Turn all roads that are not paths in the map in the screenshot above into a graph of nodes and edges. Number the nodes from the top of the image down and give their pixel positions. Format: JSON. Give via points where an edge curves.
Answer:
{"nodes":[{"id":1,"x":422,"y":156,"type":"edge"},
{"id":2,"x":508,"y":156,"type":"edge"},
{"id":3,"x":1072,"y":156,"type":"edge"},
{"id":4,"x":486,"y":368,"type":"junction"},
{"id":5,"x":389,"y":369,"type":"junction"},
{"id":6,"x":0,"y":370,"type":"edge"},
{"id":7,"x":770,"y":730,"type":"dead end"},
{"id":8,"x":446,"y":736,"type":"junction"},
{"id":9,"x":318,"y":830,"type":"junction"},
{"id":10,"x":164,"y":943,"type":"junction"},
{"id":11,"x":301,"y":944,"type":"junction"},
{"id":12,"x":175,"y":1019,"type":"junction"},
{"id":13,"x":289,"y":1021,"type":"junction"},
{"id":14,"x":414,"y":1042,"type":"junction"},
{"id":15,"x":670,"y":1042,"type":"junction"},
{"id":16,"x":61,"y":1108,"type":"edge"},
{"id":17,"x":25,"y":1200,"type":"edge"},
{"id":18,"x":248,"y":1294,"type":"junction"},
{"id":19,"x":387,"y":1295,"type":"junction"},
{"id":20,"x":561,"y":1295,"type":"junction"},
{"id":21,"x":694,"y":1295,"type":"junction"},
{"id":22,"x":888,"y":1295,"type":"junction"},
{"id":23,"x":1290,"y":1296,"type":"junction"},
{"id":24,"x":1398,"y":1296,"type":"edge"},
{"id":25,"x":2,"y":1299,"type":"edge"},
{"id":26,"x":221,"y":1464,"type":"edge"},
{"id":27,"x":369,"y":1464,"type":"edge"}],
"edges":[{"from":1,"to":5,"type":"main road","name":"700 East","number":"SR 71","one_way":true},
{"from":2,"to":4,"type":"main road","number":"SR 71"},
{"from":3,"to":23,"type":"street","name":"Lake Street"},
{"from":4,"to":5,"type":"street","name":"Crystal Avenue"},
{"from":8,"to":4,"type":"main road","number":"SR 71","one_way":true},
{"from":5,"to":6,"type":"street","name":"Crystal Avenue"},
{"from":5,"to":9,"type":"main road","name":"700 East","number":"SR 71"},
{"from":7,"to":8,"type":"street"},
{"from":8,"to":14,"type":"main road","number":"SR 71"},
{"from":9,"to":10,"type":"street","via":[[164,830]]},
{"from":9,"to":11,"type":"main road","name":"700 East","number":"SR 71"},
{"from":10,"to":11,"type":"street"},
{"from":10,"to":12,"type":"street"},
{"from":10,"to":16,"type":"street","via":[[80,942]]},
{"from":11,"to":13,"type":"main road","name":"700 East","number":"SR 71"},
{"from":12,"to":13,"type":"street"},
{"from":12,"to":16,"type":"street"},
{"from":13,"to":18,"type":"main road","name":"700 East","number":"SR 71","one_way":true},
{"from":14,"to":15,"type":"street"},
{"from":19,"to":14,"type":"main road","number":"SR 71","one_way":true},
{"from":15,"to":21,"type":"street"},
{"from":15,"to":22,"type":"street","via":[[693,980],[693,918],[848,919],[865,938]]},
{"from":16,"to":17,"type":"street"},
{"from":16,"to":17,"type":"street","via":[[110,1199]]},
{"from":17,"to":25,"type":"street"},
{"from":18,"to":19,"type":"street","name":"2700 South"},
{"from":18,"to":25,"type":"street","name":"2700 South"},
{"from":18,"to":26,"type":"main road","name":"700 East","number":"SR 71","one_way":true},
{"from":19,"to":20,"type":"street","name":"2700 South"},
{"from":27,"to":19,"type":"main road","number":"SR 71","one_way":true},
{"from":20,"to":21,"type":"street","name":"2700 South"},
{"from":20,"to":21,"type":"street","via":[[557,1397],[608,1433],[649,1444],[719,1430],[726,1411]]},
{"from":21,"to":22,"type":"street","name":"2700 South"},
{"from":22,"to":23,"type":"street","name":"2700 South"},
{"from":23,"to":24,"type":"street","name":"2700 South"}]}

###

## About this exercise
Each line above must be retyped exactly.

## Response area
Turn all roads that are not paths in the map in the screenshot above into a graph of nodes and edges. Number the nodes from the top of the image down and give their pixel positions. Format: JSON. Give via points where an edge curves.
Answer:
{"nodes":[{"id":1,"x":422,"y":156,"type":"edge"},
{"id":2,"x":508,"y":156,"type":"edge"},
{"id":3,"x":1072,"y":156,"type":"edge"},
{"id":4,"x":486,"y":368,"type":"junction"},
{"id":5,"x":389,"y":369,"type":"junction"},
{"id":6,"x":0,"y":370,"type":"edge"},
{"id":7,"x":770,"y":730,"type":"dead end"},
{"id":8,"x":446,"y":736,"type":"junction"},
{"id":9,"x":318,"y":830,"type":"junction"},
{"id":10,"x":164,"y":943,"type":"junction"},
{"id":11,"x":301,"y":944,"type":"junction"},
{"id":12,"x":175,"y":1019,"type":"junction"},
{"id":13,"x":289,"y":1021,"type":"junction"},
{"id":14,"x":414,"y":1042,"type":"junction"},
{"id":15,"x":670,"y":1042,"type":"junction"},
{"id":16,"x":61,"y":1108,"type":"edge"},
{"id":17,"x":25,"y":1200,"type":"edge"},
{"id":18,"x":248,"y":1294,"type":"junction"},
{"id":19,"x":387,"y":1295,"type":"junction"},
{"id":20,"x":561,"y":1295,"type":"junction"},
{"id":21,"x":694,"y":1295,"type":"junction"},
{"id":22,"x":888,"y":1295,"type":"junction"},
{"id":23,"x":1290,"y":1296,"type":"junction"},
{"id":24,"x":1398,"y":1296,"type":"edge"},
{"id":25,"x":2,"y":1299,"type":"edge"},
{"id":26,"x":221,"y":1464,"type":"edge"},
{"id":27,"x":369,"y":1464,"type":"edge"}],
"edges":[{"from":1,"to":5,"type":"main road","name":"700 East","number":"SR 71","one_way":true},
{"from":2,"to":4,"type":"main road","number":"SR 71"},
{"from":3,"to":23,"type":"street","name":"Lake Street"},
{"from":4,"to":5,"type":"street","name":"Crystal Avenue"},
{"from":8,"to":4,"type":"main road","number":"SR 71","one_way":true},
{"from":5,"to":6,"type":"street","name":"Crystal Avenue"},
{"from":5,"to":9,"type":"main road","name":"700 East","number":"SR 71"},
{"from":7,"to":8,"type":"street"},
{"from":8,"to":14,"type":"main road","number":"SR 71"},
{"from":9,"to":10,"type":"street","via":[[164,830]]},
{"from":9,"to":11,"type":"main road","name":"700 East","number":"SR 71"},
{"from":10,"to":11,"type":"street"},
{"from":10,"to":12,"type":"street"},
{"from":10,"to":16,"type":"street","via":[[80,942]]},
{"from":11,"to":13,"type":"main road","name":"700 East","number":"SR 71"},
{"from":12,"to":13,"type":"street"},
{"from":12,"to":16,"type":"street"},
{"from":13,"to":18,"type":"main road","name":"700 East","number":"SR 71","one_way":true},
{"from":14,"to":15,"type":"street"},
{"from":19,"to":14,"type":"main road","number":"SR 71","one_way":true},
{"from":15,"to":21,"type":"street"},
{"from":15,"to":22,"type":"street","via":[[693,980],[693,918],[848,919],[865,938]]},
{"from":16,"to":17,"type":"street"},
{"from":16,"to":17,"type":"street","via":[[110,1199]]},
{"from":17,"to":25,"type":"street"},
{"from":18,"to":19,"type":"street","name":"2700 South"},
{"from":18,"to":25,"type":"street","name":"2700 South"},
{"from":18,"to":26,"type":"main road","name":"700 East","number":"SR 71","one_way":true},
{"from":19,"to":20,"type":"street","name":"2700 South"},
{"from":27,"to":19,"type":"main road","number":"SR 71","one_way":true},
{"from":20,"to":21,"type":"street","name":"2700 South"},
{"from":20,"to":21,"type":"street","via":[[557,1397],[608,1433],[649,1444],[719,1430],[726,1411]]},
{"from":21,"to":22,"type":"street","name":"2700 South"},
{"from":22,"to":23,"type":"street","name":"2700 South"},
{"from":23,"to":24,"type":"street","name":"2700 South"}]}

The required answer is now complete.